Thalès, le leader français de la sécurité et la défense refuse de concevoir des robots tueurs autonomes
et appelle à une législation internationale
« Les armes autonomes létales menacent de devenir la troisième révolution dans la guerre. Une fois développées, elles vont propulser les conflits armés à une échelle plus grande que jamais, et à des échelles de temps plus rapides que les humains puissent comprendre », ont averti Elon Musk et une centaine de spécialistes de l'IA et la robotique, dans une lettre ouverte en 2017. Dans cette lettre, ils appelaient les Nations Unies à agir le plus vite possible et bannir les robots tueurs.
Cet avertissement a toute sa raison d'être étant donné qu’aujourd’hui, plus d'une dizaine de pays – y compris les États-Unis, la Chine, Israël, la Corée du Sud, la Russie et la Grande-Bretagne – développent des systèmes d'armes autonomes, selon un rapport de Human Rights Watch. Mais qu'en est-il en France ?

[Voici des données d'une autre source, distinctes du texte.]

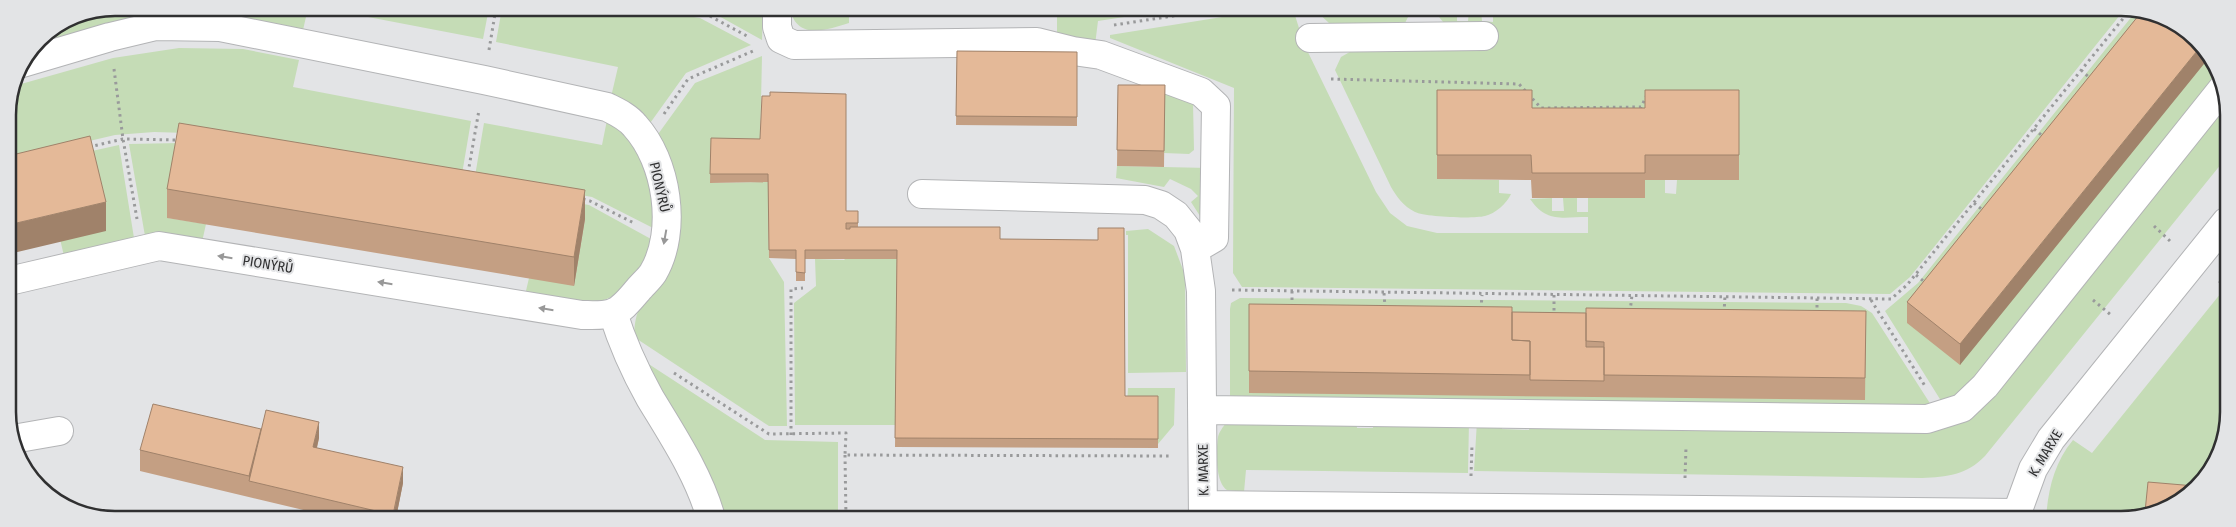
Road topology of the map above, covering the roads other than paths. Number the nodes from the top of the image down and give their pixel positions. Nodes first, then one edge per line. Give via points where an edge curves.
1 (777, 16) edge
2 (1484, 36) dead end
3 (1310, 38) dead end
4 (34, 59) edge
5 (2218, 95) edge
6 (922, 194) dead end
7 (2220, 230) edge
8 (1196, 249) junction
9 (16, 279) edge
10 (613, 313) junction
11 (1203, 410) junction
12 (59, 431) dead end
13 (20, 438) edge
14 (709, 511) edge
15 (1203, 511) edge
16 (1256, 511) edge
17 (1779, 511) edge
18 (2019, 511) edge

1 - 8 street via 773,42 808,46 1037,42 1101,55 1202,92 1216,106 1214,238
2 - 3 street
4 -> 10 street, PIONÝRŮ via 156,26 220,27 607,107 634,124 646,139 660,172 668,212 665,240 653,272 630,300
5 - 11 street via 1985,386 1962,408 1927,419
6 - 8 street, K. MARXE via 1145,200 1176,215 1188,230
7 - 18 street, K. MARXE via 2051,439 2033,469
8 - 11 street, K. MARXE via 1202,291
10 -> 9 street, PIONÝRŮ via 582,315 159,246
10 - 14 street via 621,339 680,448
11 - 15 street, K. MARXE
12 - 13 street
16 - 17 street, K. MARXE via 1469,507

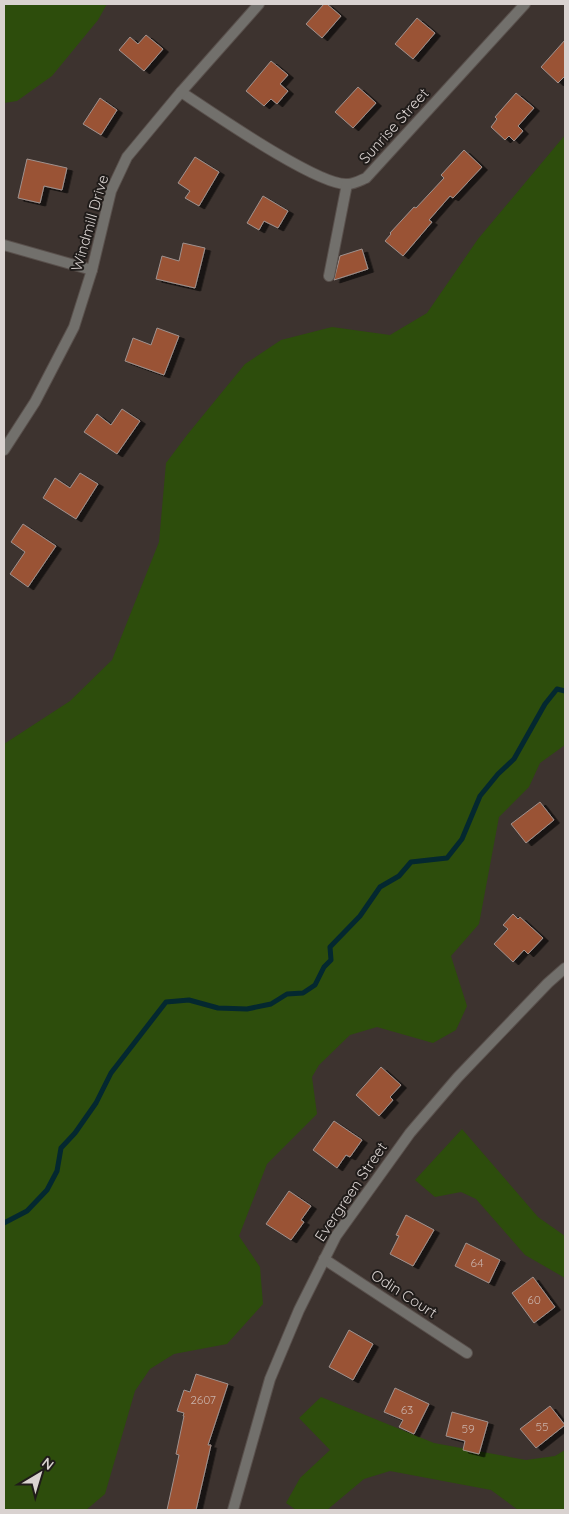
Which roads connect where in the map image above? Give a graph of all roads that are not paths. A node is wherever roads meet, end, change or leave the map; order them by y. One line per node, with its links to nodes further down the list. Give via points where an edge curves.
1 (259, 4): 3 (street, Windmill Drive)
2 (525, 4): 4 (street, Sunrise Street, via 366,178)
3 (181, 92): 4 (street, via 281,156 326,180); 6 (street, Windmill Drive, via 127,157 111,191)
4 (347, 184): 7 (street)
5 (4, 245): 6 (street)
6 (92, 270): 8 (street, Windmill Drive, via 74,327)
7 (329, 276)
8 (4, 450)
9 (565, 968): 10 (street, Evergreen Street, via 458,1077 410,1133 336,1236)
10 (324, 1259): 11 (street, Odin Court); 12 (street, Evergreen Street, via 270,1380)
11 (467, 1353)
12 (232, 1510)

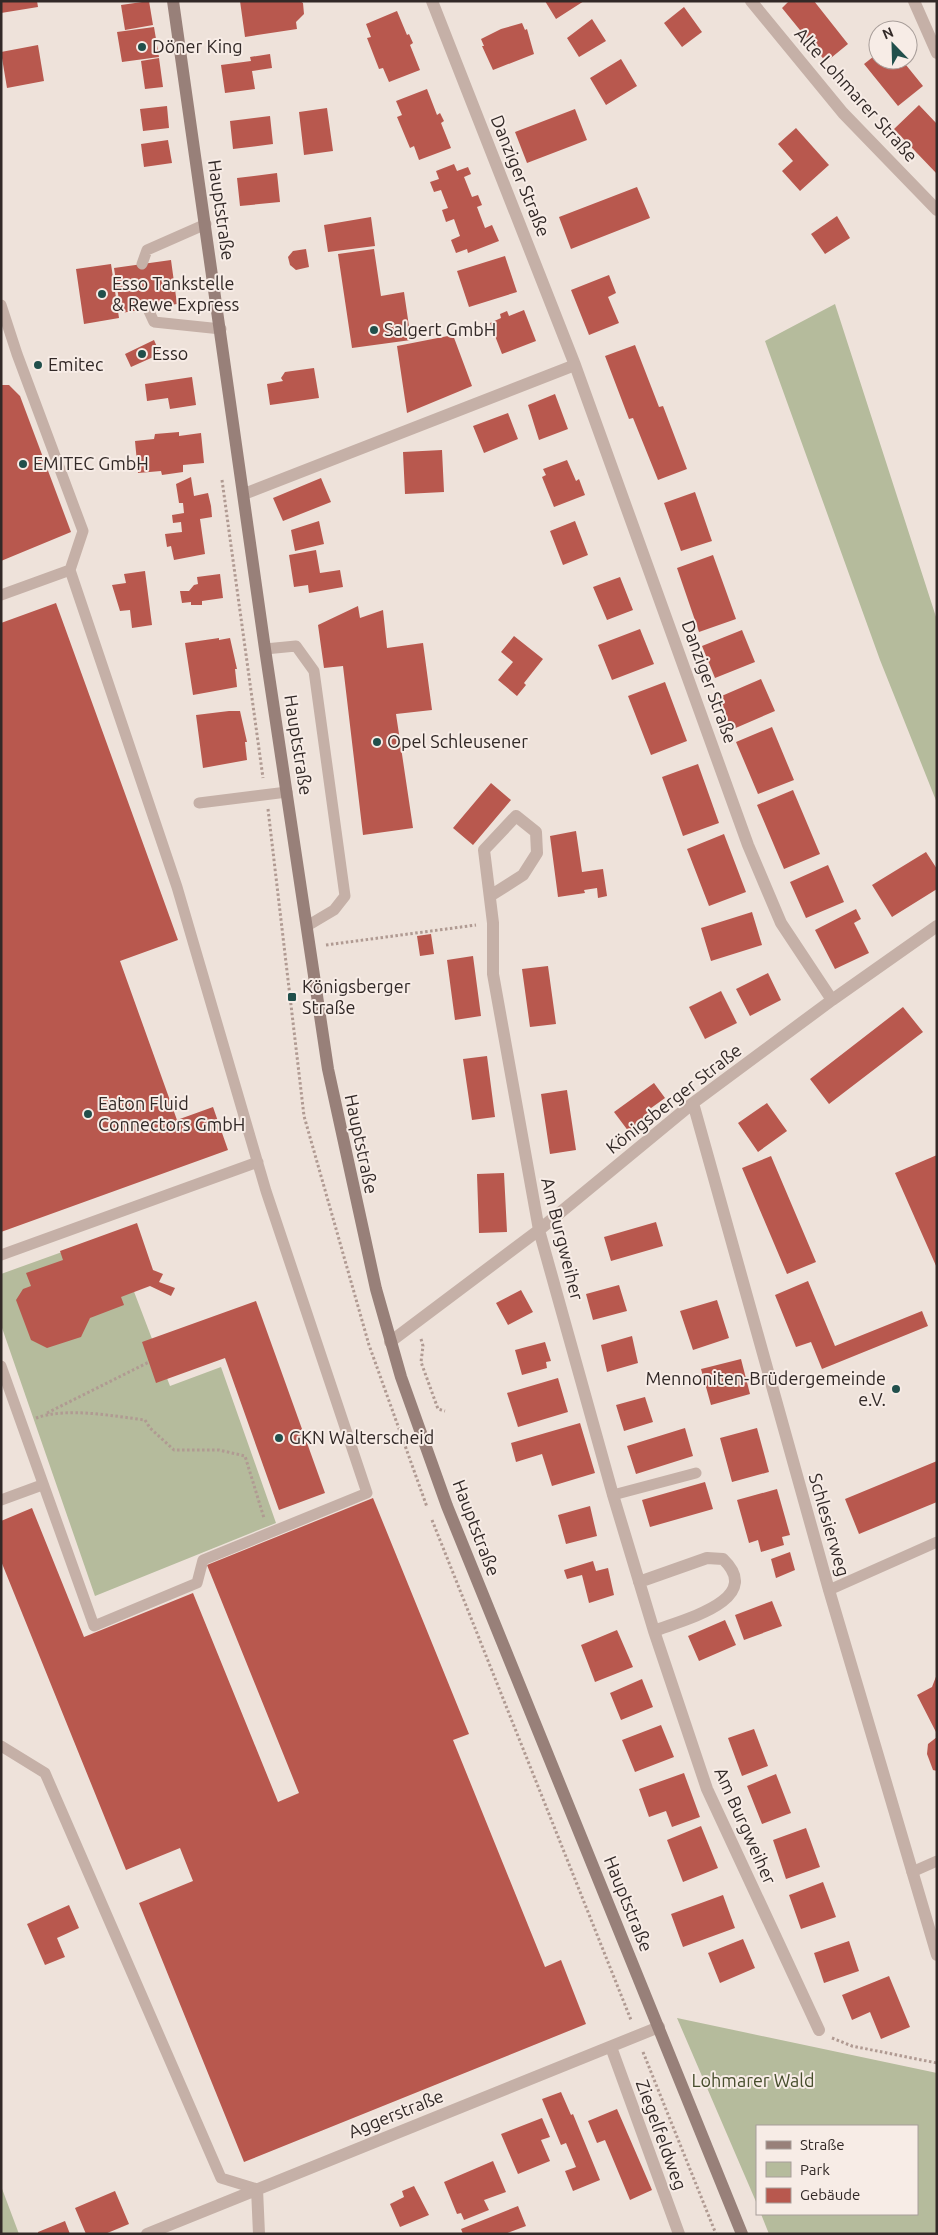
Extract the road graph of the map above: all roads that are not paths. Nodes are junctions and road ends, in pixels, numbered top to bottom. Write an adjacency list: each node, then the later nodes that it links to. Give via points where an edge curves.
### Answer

Si la course aux armes létales autonomes était officiellement lancée, la France compterait sans doute sur son champion Thalès, le groupe d'électronique spécialisé dans l'aérospatiale, la défense, la sécurité, le transport terrestre et dont le siège social se situe dans le quartier de La Défense à Paris. Mais pour des questions d'éthique entre autres, le marchand d'armes français n'a pas l'intention de s'y mettre : le groupe technologique français refuse de concevoir des armes létales autonomes et appelle à une législation internationale claire pour l'application de l'intelligence artificielle au domaine de l'armement.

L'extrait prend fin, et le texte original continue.